The EPA has issued two Notices of Violation against Richmond American Homes of Arizona, Inc.
(RAH Arizona) alleging violations of the Clean Air Act. The EPA asserts that RAH Arizona has not
controlled dust generated at construction sites in Maricopa County in that it has not operated a
water application system or other approved control measures, installed suitable track-out control
devices and/or cleaned-up materials tracked-out from project sites. RAH Arizona has substantial
defenses to the EPAs allegations and is exploring methods of resolving these matters with the EPA.

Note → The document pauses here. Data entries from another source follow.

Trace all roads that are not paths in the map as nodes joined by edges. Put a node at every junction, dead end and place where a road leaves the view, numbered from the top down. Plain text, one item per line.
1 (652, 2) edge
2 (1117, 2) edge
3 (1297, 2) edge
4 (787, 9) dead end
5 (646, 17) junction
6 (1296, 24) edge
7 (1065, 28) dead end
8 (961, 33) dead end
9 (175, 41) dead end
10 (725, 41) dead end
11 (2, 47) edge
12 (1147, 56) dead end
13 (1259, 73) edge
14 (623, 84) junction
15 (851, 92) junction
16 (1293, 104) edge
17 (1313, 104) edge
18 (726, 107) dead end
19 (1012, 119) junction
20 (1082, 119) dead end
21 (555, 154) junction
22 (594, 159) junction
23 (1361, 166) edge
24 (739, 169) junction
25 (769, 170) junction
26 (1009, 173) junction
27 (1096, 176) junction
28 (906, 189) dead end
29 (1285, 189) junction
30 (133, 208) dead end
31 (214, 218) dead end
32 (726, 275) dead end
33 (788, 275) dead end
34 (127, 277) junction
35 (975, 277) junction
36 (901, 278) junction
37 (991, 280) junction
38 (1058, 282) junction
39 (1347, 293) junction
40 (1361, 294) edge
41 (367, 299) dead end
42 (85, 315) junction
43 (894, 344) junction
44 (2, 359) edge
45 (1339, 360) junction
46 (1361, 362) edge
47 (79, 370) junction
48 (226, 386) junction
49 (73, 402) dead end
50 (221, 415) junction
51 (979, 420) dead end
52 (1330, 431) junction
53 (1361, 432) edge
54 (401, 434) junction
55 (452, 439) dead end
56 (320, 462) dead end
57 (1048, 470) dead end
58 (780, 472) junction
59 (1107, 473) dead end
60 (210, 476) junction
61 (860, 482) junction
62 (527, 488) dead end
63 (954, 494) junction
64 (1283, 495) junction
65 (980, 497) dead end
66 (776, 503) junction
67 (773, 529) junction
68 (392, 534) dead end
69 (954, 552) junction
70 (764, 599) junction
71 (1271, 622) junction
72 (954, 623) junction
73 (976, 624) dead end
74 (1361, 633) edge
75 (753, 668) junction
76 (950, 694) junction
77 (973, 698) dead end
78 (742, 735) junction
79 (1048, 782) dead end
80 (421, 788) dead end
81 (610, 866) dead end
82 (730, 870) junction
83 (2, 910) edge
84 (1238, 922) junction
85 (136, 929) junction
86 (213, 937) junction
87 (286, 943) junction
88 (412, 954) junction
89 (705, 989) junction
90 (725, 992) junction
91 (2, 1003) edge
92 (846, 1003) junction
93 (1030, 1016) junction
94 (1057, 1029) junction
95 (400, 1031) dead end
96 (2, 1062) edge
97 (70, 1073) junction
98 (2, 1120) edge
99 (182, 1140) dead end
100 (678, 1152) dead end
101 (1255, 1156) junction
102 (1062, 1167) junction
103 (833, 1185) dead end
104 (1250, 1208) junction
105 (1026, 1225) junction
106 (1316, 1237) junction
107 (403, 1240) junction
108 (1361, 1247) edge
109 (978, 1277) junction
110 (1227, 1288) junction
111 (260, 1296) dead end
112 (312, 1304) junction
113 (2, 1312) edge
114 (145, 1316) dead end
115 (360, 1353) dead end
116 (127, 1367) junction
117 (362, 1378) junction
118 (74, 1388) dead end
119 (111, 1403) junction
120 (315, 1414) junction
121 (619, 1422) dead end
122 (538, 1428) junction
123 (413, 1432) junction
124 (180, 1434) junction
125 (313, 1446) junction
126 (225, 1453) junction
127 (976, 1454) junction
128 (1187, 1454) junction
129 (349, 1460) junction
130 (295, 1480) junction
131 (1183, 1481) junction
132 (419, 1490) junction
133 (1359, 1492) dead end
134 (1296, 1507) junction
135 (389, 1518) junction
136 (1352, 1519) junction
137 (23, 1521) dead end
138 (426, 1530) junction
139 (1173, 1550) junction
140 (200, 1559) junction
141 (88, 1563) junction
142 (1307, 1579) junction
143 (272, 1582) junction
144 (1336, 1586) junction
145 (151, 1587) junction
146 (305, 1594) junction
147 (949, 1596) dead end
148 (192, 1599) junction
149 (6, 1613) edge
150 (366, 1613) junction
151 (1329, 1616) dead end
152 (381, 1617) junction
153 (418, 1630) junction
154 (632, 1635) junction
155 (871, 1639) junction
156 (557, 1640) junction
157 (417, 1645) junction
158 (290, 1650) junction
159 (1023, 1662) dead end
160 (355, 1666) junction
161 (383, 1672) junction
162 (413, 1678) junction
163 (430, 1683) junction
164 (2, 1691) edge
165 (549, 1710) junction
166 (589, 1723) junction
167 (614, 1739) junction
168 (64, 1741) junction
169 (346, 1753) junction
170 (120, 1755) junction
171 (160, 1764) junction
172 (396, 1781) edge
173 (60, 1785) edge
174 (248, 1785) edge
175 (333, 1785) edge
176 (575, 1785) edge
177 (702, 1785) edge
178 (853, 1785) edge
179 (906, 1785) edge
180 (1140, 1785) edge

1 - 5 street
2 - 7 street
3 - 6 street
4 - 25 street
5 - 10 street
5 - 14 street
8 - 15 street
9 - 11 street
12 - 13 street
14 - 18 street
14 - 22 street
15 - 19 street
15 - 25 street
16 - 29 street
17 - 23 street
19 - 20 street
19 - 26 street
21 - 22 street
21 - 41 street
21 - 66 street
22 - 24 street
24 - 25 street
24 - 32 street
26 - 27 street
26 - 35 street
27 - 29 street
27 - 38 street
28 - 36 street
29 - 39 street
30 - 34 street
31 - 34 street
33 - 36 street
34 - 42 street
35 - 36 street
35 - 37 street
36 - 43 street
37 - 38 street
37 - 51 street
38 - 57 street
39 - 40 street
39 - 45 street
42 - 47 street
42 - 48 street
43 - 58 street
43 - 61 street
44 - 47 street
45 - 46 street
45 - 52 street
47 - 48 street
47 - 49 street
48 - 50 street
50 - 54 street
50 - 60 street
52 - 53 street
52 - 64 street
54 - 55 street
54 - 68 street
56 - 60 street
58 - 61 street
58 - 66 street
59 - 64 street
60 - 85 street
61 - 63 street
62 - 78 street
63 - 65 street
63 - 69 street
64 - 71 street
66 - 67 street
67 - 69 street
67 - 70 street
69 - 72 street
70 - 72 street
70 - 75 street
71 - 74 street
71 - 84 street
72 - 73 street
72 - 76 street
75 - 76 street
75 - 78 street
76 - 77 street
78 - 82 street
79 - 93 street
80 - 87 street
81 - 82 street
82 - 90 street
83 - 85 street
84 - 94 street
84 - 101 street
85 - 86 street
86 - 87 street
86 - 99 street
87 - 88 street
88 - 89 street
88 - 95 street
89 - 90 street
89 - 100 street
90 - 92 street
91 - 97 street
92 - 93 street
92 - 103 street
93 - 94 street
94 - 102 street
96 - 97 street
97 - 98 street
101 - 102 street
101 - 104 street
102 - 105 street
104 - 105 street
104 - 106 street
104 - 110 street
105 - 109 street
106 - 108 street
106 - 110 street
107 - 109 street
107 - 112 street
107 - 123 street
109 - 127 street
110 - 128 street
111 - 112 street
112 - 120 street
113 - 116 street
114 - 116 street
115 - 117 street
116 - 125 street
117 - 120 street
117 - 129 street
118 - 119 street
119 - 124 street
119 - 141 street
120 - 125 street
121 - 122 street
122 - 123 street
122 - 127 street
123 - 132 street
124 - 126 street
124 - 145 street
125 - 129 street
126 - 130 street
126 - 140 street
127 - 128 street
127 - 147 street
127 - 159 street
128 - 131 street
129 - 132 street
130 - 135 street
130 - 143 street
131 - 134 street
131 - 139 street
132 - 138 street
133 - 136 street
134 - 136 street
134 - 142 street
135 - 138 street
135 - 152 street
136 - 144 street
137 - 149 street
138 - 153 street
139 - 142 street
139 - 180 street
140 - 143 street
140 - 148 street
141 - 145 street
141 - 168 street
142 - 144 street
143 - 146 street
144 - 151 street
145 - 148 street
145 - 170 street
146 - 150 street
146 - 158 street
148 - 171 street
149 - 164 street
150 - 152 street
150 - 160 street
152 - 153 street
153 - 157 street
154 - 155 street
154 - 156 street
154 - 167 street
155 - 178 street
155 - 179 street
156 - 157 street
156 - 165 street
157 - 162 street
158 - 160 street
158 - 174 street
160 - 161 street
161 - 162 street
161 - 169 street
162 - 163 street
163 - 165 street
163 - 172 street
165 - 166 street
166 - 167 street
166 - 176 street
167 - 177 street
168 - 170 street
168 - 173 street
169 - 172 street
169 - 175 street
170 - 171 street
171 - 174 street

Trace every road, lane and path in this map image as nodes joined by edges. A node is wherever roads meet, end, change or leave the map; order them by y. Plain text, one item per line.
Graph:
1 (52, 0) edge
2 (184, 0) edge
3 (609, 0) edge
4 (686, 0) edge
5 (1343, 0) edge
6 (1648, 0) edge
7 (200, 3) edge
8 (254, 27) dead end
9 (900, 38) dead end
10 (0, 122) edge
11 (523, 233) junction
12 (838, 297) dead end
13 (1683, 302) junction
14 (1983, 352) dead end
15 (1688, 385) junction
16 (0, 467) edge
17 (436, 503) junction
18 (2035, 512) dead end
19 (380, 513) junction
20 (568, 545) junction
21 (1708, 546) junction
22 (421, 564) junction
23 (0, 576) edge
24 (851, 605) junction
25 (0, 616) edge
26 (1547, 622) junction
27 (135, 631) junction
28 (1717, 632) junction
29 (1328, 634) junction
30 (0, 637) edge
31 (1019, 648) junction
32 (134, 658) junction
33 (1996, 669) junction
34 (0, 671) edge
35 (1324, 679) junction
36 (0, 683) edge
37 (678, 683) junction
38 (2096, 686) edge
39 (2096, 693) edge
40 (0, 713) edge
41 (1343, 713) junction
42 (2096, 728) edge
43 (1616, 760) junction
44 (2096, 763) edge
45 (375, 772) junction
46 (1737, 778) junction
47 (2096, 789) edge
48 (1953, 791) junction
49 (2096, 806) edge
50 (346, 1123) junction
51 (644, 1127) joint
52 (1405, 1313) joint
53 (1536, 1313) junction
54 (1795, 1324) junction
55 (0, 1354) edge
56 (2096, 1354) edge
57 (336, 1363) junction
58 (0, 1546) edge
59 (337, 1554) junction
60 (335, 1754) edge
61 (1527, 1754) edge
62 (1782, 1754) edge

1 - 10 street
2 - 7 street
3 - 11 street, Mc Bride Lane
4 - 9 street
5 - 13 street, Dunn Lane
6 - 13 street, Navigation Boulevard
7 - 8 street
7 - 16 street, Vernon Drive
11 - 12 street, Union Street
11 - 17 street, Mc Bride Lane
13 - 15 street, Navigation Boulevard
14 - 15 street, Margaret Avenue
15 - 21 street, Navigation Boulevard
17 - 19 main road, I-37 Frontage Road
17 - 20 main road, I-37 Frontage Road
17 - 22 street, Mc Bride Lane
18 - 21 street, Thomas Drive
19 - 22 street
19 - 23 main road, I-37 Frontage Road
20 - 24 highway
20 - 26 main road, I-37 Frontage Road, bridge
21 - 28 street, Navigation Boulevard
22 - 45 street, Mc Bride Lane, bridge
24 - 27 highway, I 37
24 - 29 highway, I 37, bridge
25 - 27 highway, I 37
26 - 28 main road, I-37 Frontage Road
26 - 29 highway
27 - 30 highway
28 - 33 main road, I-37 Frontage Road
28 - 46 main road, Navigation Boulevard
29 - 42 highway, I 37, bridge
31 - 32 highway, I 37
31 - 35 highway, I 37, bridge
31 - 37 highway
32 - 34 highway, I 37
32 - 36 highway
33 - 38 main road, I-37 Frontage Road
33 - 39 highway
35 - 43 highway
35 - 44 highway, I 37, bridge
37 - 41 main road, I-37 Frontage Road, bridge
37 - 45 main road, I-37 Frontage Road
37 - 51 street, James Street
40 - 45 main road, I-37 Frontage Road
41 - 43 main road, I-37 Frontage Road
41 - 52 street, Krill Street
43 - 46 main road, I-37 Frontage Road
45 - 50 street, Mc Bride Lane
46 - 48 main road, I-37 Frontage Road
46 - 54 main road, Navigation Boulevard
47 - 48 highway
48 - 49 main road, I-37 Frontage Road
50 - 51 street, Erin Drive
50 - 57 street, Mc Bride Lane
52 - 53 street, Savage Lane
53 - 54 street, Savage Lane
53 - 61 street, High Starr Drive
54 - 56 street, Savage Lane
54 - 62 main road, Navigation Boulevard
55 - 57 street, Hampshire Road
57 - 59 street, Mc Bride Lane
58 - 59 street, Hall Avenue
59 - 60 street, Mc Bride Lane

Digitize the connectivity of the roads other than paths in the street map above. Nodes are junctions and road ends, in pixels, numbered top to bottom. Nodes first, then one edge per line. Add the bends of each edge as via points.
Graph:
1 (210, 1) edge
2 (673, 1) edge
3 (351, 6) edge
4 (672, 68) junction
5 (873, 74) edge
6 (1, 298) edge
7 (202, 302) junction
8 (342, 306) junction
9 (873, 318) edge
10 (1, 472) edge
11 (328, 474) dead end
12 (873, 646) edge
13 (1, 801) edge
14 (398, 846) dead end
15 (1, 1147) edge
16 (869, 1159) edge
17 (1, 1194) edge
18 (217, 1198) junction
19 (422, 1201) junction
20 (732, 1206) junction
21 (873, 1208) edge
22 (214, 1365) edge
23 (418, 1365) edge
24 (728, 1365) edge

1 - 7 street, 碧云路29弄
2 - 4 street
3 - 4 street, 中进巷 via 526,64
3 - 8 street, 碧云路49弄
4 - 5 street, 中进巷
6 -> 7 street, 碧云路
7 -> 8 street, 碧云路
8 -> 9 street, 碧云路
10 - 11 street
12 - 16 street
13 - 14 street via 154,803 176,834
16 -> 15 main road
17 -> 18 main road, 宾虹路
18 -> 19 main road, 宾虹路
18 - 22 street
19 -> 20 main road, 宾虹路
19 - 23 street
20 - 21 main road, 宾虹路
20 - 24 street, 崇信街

Because of the nature of the homebuilding business, and in the ordinary course of its
operations, the Company from time to time may be subject to product liability claims.
Item 1A. Risk Factors
An adverse change in economic conditions could reduce the demand for homes and, as a result, could
have a significant negative impact on our earnings.
Changes in national and regional economic conditions, as well as local economic conditions
where our subsidiaries conduct operations and where prospective purchasers of our homebuilding
subsidiaries homes live, can have a significant negative impact on our business. Adverse changes
in employment levels, job growth, consumer confidence, housing demand, interest rates and
population growth may reduce demand and depress prices for our homebuilding subsidiaries homes.
This, in turn, can reduce our earnings through slower orders for new homes, increased cancellations
for existing home orders and decreased Backlog, as well as require increased incentive levels in an
effort to maintain homes in Backlog. A material decline in the value of new residential housing
also could result in a decreased
- 50 -
value for the land, housing inventory and housing work-in-progress that we own. Further decline
during this pronounced down cycle in the homebuilding industry, particularly in Nevada, California,
Arizona, Colorado and Virginia, could cause demand for our homes and land that we own to weaken
significantly and have a significant negative impact on our Home Gross Margins, revenue and
operating profit in future reporting periods.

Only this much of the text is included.